(Task instructions):
Gather all lines in the entries that include the word "button".

(Collected data entries)

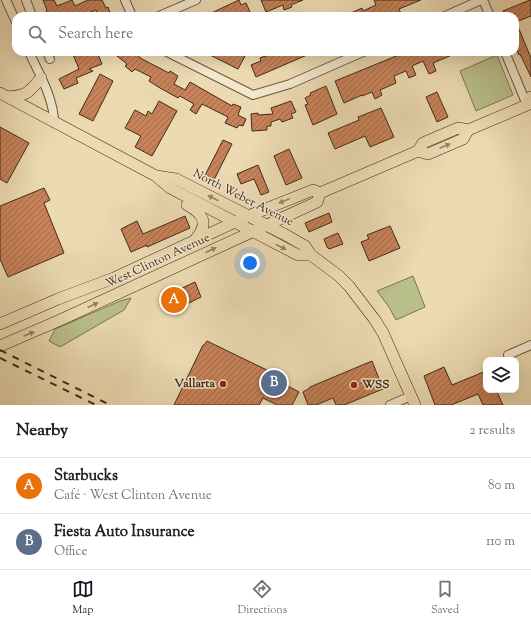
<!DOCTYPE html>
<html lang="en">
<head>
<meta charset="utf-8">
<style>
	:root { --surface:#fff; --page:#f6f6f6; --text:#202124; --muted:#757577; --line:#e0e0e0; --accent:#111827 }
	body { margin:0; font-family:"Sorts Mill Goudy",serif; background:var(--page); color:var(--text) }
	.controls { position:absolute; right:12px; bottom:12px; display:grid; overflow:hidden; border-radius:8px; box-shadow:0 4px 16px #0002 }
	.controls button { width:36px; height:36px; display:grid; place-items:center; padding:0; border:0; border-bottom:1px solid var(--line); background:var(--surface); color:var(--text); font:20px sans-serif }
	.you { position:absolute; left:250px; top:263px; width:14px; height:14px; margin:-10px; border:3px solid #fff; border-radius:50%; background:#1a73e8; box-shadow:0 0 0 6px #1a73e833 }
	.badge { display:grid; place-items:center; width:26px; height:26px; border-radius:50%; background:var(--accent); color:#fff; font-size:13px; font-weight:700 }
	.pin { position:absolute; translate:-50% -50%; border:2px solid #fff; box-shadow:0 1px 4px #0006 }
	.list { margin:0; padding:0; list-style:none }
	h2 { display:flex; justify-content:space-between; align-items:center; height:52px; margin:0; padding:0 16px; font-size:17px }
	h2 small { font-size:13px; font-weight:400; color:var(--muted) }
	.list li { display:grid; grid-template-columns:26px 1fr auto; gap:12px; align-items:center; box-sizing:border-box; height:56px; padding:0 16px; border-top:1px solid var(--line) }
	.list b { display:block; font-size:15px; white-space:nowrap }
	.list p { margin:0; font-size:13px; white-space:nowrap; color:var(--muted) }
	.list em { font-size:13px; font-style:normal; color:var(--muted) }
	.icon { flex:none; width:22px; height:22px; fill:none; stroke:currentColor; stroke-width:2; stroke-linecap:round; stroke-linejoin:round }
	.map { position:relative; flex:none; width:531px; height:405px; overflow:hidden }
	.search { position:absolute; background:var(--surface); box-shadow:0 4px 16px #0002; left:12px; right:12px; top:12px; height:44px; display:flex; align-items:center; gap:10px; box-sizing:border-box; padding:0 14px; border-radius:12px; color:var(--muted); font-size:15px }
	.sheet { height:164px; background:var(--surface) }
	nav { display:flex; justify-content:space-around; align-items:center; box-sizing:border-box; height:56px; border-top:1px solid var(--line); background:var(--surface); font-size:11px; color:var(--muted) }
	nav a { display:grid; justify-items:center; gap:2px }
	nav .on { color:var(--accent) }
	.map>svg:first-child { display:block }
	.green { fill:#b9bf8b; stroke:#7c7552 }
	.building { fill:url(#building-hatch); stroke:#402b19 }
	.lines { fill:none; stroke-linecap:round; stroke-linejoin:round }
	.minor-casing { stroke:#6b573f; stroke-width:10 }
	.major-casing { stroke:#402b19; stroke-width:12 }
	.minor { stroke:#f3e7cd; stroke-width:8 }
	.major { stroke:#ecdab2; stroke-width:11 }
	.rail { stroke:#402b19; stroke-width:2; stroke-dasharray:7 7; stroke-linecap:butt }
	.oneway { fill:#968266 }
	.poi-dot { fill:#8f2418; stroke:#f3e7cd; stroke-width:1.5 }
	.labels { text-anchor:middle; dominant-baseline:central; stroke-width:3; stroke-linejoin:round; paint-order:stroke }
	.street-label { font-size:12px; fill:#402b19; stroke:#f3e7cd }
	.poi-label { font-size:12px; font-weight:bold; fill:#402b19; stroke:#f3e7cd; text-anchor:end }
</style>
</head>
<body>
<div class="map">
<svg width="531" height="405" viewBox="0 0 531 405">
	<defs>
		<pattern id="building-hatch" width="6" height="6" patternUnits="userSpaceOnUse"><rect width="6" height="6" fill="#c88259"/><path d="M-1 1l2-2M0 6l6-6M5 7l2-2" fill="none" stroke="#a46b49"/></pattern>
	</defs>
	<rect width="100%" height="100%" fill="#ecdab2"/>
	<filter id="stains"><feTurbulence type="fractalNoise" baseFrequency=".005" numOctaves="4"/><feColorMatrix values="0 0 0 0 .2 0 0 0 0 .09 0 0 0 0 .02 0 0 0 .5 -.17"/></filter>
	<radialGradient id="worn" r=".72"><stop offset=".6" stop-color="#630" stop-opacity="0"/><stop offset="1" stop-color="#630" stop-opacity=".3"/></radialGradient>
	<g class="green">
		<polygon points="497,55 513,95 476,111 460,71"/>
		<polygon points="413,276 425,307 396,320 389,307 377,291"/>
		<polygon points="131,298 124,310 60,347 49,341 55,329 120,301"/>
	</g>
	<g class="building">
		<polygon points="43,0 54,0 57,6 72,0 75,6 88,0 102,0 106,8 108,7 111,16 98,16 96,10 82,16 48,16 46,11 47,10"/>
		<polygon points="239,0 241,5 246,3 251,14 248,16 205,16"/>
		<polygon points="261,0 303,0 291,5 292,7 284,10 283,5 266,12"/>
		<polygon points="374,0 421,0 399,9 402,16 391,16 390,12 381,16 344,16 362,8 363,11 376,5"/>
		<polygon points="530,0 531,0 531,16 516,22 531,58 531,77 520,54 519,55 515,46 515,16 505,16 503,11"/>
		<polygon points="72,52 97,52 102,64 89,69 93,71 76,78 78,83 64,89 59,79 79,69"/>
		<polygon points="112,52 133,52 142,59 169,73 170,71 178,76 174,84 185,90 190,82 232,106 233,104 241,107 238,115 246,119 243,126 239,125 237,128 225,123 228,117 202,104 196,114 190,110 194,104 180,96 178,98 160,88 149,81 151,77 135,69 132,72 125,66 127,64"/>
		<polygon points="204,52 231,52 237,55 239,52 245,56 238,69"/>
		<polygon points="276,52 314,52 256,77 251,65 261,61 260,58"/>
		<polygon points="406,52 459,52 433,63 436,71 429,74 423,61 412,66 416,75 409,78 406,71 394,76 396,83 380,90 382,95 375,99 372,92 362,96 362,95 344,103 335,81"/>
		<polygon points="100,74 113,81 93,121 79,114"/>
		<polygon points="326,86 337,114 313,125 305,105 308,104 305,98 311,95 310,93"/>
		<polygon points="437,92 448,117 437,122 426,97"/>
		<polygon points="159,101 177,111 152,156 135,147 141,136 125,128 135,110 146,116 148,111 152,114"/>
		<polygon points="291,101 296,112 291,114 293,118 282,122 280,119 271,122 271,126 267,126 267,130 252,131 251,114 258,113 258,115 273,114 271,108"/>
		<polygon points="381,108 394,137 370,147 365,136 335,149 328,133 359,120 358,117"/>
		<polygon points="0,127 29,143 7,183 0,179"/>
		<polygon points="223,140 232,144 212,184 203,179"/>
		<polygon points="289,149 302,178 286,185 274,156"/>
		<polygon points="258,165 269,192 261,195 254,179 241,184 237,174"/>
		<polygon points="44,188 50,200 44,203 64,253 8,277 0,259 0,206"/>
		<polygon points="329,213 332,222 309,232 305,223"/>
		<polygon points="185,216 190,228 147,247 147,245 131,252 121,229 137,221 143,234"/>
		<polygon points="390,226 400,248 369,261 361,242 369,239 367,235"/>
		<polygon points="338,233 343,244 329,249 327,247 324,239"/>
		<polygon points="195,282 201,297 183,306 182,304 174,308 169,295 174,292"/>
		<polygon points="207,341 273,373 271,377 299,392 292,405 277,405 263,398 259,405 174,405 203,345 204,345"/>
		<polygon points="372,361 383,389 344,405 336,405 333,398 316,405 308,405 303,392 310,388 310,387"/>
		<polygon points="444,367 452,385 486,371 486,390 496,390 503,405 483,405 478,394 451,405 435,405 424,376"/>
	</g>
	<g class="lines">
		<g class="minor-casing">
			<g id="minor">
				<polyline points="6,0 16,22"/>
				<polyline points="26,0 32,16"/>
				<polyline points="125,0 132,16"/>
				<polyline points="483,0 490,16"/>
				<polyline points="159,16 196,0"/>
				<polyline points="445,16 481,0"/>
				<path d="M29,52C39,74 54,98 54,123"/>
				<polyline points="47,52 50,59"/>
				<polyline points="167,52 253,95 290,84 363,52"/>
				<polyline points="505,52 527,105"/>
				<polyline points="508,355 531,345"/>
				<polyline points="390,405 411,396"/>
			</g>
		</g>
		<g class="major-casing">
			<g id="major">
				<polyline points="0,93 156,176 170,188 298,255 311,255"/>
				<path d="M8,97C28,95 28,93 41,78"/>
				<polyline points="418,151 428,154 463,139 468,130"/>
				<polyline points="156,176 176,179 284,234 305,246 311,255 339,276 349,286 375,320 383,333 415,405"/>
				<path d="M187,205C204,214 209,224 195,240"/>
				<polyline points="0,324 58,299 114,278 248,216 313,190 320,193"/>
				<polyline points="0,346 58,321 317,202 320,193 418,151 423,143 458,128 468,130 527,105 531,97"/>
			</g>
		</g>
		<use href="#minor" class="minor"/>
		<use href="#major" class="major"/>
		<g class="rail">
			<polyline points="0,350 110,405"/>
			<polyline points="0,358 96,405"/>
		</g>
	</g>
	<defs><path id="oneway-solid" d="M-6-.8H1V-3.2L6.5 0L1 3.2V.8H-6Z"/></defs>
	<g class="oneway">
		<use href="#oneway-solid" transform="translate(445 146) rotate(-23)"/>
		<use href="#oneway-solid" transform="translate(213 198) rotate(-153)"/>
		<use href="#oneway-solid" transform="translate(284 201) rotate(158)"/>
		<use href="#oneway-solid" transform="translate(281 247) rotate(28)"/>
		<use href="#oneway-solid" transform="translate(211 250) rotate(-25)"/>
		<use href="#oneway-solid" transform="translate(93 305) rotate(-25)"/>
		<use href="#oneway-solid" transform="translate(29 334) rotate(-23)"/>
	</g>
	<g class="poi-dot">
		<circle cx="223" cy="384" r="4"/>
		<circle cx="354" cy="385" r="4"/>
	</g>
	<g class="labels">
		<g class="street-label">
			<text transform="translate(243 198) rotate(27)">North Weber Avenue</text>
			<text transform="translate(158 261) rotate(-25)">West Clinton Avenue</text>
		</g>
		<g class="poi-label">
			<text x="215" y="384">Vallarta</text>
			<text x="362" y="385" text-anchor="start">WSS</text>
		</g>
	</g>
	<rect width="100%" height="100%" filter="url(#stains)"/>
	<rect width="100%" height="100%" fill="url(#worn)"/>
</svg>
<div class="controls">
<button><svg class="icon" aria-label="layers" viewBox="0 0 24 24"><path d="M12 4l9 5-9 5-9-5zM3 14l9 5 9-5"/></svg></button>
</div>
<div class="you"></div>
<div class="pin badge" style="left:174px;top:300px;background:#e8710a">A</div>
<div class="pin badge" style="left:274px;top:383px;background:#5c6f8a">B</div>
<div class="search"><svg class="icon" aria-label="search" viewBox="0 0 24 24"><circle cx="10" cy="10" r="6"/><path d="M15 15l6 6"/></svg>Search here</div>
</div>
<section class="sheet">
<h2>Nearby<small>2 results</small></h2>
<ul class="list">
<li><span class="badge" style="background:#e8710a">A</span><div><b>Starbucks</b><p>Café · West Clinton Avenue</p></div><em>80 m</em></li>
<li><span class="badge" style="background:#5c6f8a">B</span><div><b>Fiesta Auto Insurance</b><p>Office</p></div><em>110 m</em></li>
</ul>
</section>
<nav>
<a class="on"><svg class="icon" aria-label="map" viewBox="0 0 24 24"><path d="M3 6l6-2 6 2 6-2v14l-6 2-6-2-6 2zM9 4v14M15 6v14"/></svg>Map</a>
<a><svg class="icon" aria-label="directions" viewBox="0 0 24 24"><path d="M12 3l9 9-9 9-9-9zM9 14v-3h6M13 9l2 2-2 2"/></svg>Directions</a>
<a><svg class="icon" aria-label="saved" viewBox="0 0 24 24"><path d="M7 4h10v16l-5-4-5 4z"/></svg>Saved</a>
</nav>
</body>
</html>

* * *

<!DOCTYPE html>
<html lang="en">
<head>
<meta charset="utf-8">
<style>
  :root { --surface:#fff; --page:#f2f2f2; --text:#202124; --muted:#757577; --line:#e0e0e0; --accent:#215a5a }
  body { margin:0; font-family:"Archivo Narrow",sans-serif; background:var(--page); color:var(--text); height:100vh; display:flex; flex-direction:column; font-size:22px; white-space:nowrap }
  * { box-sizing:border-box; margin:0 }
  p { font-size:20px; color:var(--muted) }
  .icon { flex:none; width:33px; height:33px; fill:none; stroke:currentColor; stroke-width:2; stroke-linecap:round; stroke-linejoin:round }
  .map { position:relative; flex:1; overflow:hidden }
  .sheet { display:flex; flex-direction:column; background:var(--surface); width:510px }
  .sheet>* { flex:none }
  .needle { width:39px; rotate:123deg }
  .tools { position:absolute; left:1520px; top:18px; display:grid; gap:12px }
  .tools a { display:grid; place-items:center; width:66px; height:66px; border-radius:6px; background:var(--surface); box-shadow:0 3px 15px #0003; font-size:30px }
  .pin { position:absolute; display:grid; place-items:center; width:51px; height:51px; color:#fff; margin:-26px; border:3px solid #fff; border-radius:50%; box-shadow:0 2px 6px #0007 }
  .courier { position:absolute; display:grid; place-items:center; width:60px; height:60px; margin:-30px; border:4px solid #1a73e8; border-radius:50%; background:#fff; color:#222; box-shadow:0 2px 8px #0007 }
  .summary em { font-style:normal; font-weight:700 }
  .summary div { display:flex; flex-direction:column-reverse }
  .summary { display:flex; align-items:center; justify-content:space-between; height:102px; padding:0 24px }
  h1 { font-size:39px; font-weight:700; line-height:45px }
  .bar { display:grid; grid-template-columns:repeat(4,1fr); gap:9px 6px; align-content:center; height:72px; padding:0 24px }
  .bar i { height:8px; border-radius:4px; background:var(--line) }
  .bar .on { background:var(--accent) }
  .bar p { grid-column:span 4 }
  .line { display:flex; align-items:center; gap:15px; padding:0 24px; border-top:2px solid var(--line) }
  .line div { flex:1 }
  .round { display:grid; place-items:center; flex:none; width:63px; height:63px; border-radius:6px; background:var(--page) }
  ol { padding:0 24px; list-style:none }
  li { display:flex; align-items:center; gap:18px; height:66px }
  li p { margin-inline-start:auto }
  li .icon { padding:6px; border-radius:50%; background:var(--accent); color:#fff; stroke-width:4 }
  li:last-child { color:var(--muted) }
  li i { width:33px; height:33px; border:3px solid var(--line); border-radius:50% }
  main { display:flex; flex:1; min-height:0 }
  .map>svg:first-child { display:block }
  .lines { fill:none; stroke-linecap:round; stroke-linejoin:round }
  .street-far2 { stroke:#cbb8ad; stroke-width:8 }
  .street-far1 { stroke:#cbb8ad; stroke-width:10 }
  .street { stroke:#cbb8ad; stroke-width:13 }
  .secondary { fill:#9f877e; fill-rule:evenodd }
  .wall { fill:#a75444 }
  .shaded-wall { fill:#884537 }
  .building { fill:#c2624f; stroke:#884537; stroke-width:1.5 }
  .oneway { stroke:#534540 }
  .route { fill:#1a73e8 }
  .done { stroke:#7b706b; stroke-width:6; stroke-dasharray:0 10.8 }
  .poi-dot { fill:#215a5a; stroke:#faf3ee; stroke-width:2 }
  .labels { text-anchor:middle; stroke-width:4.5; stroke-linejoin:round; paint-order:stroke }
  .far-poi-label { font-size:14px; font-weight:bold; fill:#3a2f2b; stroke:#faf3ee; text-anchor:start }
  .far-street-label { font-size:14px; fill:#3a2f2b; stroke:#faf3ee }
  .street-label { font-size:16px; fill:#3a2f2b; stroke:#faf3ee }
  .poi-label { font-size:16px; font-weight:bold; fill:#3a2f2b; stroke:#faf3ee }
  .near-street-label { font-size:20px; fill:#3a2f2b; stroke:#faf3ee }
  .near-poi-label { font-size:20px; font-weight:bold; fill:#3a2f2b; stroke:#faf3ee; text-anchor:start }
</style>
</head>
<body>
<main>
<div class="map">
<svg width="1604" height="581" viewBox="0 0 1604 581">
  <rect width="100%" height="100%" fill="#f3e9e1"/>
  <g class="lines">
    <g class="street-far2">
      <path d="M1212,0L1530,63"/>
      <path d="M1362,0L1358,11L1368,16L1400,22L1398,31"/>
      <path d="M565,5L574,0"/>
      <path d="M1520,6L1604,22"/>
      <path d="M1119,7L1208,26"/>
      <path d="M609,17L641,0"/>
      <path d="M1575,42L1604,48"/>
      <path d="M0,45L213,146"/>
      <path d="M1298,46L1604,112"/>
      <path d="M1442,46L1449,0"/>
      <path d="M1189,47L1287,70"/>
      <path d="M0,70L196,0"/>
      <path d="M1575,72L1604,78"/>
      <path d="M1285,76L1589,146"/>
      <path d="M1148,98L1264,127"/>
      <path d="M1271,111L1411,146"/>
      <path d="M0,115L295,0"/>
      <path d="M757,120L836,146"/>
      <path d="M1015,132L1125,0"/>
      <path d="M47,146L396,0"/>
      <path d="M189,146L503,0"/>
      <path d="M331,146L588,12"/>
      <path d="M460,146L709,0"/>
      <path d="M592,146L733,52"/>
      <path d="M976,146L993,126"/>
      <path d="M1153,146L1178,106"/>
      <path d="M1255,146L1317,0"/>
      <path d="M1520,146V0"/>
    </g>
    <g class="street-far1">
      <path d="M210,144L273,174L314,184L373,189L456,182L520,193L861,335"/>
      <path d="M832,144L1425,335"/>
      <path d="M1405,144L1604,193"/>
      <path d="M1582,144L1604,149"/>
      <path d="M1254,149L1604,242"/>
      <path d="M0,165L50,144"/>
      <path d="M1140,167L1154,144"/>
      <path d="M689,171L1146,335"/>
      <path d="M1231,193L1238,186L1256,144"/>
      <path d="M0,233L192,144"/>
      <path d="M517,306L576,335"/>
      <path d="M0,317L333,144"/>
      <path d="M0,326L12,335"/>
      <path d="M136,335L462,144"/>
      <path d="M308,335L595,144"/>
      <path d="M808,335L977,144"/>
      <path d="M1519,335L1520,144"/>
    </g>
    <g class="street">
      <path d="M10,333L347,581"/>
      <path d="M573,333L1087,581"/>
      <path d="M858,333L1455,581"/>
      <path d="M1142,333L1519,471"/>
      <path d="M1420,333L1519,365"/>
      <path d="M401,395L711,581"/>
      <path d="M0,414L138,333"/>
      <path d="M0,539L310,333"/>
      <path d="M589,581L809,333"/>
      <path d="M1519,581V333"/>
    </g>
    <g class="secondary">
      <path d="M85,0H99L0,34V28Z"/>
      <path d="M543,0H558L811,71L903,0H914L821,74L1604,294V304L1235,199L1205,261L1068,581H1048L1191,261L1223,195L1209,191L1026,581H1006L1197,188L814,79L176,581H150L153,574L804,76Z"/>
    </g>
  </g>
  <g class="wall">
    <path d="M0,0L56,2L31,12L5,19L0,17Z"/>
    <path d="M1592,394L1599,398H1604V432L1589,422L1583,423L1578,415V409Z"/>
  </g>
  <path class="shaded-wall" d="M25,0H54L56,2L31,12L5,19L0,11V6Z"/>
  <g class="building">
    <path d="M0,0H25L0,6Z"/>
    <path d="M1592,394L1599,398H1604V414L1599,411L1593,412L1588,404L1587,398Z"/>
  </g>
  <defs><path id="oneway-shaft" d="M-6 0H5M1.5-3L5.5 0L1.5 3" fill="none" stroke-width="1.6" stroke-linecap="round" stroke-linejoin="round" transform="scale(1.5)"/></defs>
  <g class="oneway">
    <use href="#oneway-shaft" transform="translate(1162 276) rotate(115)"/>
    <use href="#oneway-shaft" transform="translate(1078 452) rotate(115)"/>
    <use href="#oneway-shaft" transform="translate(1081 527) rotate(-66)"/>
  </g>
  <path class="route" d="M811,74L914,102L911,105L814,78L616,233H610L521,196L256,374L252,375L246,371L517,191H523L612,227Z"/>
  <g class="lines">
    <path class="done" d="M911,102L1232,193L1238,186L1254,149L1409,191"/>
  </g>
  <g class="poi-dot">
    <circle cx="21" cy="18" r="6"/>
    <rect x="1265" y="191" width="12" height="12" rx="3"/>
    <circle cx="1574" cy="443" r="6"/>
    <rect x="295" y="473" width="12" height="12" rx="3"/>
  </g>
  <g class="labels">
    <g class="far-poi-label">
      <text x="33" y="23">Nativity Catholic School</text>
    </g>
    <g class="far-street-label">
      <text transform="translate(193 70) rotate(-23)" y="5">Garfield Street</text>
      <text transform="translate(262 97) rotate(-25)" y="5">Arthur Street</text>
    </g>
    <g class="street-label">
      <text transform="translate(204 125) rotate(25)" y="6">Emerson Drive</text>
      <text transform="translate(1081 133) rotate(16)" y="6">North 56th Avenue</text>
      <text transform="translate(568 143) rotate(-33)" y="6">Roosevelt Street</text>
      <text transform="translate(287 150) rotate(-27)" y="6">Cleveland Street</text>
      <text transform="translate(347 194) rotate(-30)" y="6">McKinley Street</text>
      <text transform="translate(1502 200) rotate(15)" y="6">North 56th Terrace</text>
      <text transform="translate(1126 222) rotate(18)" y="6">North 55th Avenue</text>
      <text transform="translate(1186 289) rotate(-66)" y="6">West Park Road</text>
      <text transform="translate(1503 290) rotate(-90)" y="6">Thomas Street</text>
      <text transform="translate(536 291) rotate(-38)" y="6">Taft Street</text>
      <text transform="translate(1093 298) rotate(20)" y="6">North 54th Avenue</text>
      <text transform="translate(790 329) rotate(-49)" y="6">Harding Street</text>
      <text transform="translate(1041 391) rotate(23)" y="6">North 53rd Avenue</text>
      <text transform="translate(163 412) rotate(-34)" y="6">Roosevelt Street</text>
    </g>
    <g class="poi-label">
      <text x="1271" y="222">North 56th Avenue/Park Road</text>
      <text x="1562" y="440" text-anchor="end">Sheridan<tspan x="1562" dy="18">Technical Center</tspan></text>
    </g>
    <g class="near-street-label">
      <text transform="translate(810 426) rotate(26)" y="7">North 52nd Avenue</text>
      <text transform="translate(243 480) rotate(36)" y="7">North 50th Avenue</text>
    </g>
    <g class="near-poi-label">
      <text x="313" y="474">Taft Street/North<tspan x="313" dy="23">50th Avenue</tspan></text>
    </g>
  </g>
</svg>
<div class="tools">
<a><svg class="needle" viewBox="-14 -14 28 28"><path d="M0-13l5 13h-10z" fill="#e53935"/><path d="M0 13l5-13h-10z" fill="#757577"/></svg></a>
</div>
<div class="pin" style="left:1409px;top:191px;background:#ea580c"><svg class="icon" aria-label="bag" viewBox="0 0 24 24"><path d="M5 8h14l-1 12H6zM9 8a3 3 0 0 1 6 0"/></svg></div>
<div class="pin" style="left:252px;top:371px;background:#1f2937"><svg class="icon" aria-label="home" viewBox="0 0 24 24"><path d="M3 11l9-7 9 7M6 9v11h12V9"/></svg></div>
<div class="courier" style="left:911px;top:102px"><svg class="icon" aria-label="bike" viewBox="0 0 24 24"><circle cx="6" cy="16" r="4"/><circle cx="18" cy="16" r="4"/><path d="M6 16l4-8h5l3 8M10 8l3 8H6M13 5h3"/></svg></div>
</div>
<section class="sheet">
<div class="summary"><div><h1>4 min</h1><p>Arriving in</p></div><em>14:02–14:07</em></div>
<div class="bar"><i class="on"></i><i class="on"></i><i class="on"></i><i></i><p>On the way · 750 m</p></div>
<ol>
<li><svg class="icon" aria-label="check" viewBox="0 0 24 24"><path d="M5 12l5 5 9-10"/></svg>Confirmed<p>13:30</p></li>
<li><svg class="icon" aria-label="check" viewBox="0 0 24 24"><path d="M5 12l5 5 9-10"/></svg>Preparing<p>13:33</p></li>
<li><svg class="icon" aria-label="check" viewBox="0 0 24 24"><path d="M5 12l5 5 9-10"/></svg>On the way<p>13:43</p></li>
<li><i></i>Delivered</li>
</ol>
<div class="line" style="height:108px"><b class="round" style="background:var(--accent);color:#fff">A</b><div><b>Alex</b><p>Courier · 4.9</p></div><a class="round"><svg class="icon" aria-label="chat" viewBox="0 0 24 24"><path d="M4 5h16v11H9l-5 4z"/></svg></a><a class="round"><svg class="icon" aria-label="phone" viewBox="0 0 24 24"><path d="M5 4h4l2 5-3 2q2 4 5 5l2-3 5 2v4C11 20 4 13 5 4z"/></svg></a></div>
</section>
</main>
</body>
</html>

(The completed task):
	.controls button { width:36px; height:36px; display:grid; place-items:center; padding:0; border:0; border-bottom:1px solid var(--line); background:var(--surface); color:var(--text); font:20px sans-serif }
<button><svg class="icon" aria-label="layers" viewBox="0 0 24 24"><path d="M12 4l9 5-9 5-9-5zM3 14l9 5 9-5"/></svg></button>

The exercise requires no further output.